* _Task data_:
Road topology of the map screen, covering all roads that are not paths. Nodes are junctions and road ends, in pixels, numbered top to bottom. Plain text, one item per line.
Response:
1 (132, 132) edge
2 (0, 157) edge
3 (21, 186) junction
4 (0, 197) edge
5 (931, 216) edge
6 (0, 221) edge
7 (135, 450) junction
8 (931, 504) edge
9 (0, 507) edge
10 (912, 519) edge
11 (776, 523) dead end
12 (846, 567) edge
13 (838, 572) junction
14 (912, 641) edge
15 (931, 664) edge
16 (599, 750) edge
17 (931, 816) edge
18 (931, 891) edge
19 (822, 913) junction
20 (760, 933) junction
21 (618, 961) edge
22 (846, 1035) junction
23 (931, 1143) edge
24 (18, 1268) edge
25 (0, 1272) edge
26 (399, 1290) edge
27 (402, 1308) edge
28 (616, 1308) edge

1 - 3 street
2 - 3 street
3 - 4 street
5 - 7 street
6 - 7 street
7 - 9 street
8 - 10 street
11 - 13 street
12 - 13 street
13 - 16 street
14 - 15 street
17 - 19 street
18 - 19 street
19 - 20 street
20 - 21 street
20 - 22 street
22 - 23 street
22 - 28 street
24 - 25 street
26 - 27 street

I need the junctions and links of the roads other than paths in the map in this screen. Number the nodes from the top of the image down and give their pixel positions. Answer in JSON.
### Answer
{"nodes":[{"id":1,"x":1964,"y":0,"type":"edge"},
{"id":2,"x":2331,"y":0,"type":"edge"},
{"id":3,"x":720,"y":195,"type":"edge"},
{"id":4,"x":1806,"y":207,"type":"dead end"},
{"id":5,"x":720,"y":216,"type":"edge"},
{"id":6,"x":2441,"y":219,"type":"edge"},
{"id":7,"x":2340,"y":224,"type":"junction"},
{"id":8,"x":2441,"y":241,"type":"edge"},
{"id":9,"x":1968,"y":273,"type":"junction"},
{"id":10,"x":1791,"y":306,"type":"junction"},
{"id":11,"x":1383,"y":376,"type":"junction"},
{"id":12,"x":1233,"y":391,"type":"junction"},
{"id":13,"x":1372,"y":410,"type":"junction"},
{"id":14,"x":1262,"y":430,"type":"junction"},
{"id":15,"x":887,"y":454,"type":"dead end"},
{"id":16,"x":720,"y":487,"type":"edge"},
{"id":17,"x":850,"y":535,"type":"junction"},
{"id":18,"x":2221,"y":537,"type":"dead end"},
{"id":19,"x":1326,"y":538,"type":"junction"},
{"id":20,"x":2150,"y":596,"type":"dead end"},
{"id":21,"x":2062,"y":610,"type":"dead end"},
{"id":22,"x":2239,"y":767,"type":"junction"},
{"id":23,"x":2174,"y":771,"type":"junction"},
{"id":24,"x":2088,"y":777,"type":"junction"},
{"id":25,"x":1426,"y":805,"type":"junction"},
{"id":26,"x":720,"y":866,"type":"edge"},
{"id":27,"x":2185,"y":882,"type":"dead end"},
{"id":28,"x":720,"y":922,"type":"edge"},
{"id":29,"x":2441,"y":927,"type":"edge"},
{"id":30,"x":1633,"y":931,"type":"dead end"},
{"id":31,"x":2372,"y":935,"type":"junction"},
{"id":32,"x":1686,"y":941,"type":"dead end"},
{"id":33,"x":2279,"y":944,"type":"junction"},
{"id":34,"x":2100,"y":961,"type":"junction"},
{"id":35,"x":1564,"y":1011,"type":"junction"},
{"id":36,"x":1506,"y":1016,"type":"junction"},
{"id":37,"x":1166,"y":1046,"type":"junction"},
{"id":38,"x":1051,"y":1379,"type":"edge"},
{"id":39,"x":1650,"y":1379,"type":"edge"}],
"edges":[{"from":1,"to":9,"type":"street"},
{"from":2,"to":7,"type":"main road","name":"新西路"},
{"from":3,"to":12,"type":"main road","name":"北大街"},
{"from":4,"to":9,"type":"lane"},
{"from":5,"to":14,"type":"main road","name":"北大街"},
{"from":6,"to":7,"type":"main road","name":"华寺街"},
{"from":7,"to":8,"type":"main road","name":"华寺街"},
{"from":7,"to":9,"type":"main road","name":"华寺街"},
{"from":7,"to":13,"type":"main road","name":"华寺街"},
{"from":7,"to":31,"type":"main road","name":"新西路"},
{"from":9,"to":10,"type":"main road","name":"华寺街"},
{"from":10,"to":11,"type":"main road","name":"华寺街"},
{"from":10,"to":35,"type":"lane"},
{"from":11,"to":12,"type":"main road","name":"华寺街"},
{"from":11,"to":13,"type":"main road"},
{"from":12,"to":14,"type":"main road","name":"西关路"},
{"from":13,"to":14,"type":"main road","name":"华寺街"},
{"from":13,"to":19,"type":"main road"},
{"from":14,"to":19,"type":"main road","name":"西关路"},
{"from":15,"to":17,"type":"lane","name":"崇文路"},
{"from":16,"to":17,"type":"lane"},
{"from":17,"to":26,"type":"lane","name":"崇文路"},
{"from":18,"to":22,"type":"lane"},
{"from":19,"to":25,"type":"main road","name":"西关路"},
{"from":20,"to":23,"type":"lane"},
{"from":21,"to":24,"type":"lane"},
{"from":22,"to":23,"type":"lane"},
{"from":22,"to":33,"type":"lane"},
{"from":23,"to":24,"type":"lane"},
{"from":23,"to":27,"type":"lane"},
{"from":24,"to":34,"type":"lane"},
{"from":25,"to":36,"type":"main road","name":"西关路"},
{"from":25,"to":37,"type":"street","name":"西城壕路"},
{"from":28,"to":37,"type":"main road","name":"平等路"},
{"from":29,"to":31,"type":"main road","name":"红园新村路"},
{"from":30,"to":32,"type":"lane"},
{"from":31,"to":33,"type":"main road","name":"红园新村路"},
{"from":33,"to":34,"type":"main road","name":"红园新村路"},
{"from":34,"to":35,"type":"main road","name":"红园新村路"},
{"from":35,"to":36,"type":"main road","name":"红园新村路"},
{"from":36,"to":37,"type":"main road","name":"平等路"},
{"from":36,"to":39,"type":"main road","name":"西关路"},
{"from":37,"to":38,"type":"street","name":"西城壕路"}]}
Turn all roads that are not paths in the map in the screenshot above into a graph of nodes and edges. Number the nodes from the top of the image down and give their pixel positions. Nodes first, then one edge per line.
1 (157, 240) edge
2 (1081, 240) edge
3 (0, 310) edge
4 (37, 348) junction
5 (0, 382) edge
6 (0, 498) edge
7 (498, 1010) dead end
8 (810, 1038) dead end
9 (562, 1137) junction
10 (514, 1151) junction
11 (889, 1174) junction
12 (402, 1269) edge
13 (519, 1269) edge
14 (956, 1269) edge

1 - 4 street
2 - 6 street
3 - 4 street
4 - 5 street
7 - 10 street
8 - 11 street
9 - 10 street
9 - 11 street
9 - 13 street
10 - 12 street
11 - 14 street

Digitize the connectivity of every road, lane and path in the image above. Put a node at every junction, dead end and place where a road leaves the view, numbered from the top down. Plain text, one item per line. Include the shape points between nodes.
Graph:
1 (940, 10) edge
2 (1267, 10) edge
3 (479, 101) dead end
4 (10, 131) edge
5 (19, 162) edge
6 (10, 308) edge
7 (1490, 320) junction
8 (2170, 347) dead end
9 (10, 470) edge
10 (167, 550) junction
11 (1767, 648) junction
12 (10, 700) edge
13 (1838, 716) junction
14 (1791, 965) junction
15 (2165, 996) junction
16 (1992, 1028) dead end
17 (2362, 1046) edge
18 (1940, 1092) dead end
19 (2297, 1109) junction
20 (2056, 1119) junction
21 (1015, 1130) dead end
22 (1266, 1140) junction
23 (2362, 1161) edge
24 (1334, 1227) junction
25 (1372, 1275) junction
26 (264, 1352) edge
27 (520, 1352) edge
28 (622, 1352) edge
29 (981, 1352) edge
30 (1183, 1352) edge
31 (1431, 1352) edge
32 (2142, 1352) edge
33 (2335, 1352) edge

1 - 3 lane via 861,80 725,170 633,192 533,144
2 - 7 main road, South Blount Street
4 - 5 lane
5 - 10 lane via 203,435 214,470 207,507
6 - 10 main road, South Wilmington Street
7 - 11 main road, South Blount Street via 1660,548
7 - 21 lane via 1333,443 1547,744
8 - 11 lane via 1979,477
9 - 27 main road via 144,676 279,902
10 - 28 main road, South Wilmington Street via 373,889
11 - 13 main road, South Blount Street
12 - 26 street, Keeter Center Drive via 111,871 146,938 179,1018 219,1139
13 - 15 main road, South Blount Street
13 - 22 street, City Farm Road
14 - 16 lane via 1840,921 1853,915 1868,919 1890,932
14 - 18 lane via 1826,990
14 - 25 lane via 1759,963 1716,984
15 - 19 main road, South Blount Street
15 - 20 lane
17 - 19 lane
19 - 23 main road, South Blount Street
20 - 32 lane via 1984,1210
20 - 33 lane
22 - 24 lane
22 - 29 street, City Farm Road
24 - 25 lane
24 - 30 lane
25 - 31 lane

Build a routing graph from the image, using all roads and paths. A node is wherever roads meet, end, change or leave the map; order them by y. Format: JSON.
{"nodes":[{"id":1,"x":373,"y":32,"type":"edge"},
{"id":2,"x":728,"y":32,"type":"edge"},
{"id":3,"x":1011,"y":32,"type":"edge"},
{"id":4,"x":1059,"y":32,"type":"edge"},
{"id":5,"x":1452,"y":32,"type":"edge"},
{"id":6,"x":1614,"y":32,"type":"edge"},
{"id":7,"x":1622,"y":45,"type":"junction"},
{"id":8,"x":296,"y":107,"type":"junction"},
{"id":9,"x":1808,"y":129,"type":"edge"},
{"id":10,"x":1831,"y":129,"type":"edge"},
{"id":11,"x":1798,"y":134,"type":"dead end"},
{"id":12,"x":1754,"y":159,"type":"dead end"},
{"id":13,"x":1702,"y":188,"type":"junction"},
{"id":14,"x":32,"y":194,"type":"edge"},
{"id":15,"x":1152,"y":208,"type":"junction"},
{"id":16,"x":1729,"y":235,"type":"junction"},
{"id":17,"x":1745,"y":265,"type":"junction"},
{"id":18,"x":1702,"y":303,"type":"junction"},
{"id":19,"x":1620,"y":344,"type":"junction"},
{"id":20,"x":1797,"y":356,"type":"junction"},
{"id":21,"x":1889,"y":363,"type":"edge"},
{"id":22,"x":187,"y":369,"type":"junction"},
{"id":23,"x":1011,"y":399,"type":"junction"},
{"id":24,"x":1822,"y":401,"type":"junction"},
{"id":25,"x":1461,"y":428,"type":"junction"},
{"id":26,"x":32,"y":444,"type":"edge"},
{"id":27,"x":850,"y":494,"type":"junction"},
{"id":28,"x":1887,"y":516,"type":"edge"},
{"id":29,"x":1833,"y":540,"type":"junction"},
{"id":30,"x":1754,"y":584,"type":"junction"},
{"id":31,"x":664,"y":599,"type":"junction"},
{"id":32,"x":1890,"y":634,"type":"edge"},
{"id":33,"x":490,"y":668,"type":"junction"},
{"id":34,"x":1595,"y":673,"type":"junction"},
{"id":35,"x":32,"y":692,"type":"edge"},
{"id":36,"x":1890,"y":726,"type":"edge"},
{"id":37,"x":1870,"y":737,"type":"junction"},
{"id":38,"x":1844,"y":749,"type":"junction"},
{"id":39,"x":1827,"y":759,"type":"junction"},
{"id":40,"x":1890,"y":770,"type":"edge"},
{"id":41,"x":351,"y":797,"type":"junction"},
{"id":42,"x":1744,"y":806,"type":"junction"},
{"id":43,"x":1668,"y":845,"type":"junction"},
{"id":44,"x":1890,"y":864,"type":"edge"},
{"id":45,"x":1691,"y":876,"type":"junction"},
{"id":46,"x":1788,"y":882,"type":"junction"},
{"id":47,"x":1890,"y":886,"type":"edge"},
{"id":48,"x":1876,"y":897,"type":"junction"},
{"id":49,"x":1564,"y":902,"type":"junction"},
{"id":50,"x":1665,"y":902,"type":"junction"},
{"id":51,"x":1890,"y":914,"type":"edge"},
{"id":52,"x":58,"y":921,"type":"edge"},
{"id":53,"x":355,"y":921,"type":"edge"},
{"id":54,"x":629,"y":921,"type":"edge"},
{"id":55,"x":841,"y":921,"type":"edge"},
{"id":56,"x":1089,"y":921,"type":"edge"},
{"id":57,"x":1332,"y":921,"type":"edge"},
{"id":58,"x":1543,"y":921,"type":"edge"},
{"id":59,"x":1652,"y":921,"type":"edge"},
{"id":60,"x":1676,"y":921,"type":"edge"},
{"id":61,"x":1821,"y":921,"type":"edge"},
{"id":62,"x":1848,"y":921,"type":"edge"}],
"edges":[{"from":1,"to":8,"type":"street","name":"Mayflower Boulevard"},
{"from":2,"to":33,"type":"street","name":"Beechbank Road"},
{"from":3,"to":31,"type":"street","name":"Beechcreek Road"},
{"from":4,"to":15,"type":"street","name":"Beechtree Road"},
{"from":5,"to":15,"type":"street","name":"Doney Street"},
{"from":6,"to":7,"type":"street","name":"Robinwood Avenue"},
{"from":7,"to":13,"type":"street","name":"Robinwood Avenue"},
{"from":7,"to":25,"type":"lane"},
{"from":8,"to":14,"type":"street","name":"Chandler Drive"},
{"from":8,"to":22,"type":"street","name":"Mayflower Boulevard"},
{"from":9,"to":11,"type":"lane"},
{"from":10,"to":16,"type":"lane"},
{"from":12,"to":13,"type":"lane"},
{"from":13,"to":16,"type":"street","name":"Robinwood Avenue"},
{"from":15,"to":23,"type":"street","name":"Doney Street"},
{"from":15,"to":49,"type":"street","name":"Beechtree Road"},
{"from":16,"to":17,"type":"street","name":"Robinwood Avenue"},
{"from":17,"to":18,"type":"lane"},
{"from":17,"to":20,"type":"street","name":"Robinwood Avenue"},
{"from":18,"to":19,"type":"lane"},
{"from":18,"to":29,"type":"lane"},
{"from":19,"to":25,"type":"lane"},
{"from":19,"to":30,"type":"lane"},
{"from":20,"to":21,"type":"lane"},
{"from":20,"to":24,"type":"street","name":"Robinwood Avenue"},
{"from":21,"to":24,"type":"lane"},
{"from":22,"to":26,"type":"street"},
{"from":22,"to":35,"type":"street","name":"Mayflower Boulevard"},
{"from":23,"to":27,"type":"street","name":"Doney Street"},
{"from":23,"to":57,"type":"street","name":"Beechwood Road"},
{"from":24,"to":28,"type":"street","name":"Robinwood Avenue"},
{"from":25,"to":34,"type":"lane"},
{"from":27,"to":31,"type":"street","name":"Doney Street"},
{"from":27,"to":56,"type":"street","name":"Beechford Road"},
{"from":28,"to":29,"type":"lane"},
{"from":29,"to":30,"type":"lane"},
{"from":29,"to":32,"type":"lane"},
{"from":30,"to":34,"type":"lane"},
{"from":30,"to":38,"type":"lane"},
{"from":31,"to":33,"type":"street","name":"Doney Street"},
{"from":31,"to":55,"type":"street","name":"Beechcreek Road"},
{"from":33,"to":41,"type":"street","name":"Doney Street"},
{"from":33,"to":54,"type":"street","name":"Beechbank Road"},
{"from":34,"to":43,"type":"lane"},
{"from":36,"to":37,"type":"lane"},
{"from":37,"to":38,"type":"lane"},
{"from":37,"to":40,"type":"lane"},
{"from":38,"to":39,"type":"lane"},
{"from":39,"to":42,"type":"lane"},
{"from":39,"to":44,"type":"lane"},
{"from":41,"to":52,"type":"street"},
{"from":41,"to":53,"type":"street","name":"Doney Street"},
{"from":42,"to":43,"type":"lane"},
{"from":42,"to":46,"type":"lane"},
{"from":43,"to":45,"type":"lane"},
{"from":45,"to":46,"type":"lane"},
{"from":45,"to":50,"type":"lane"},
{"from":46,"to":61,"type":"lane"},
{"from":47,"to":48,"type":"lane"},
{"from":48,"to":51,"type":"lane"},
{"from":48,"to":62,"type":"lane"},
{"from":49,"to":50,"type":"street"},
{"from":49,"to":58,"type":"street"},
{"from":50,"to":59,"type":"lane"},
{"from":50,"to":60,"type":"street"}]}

* _Work to be completed_:
From the records above, return each line where "Answer" occurs.

* _Solved exercise_:
I need the junctions and links of the roads other than paths in the map in this screen. Number the nodes from the top of the image down and give their pixel positions. Answer in JSON.
### Answer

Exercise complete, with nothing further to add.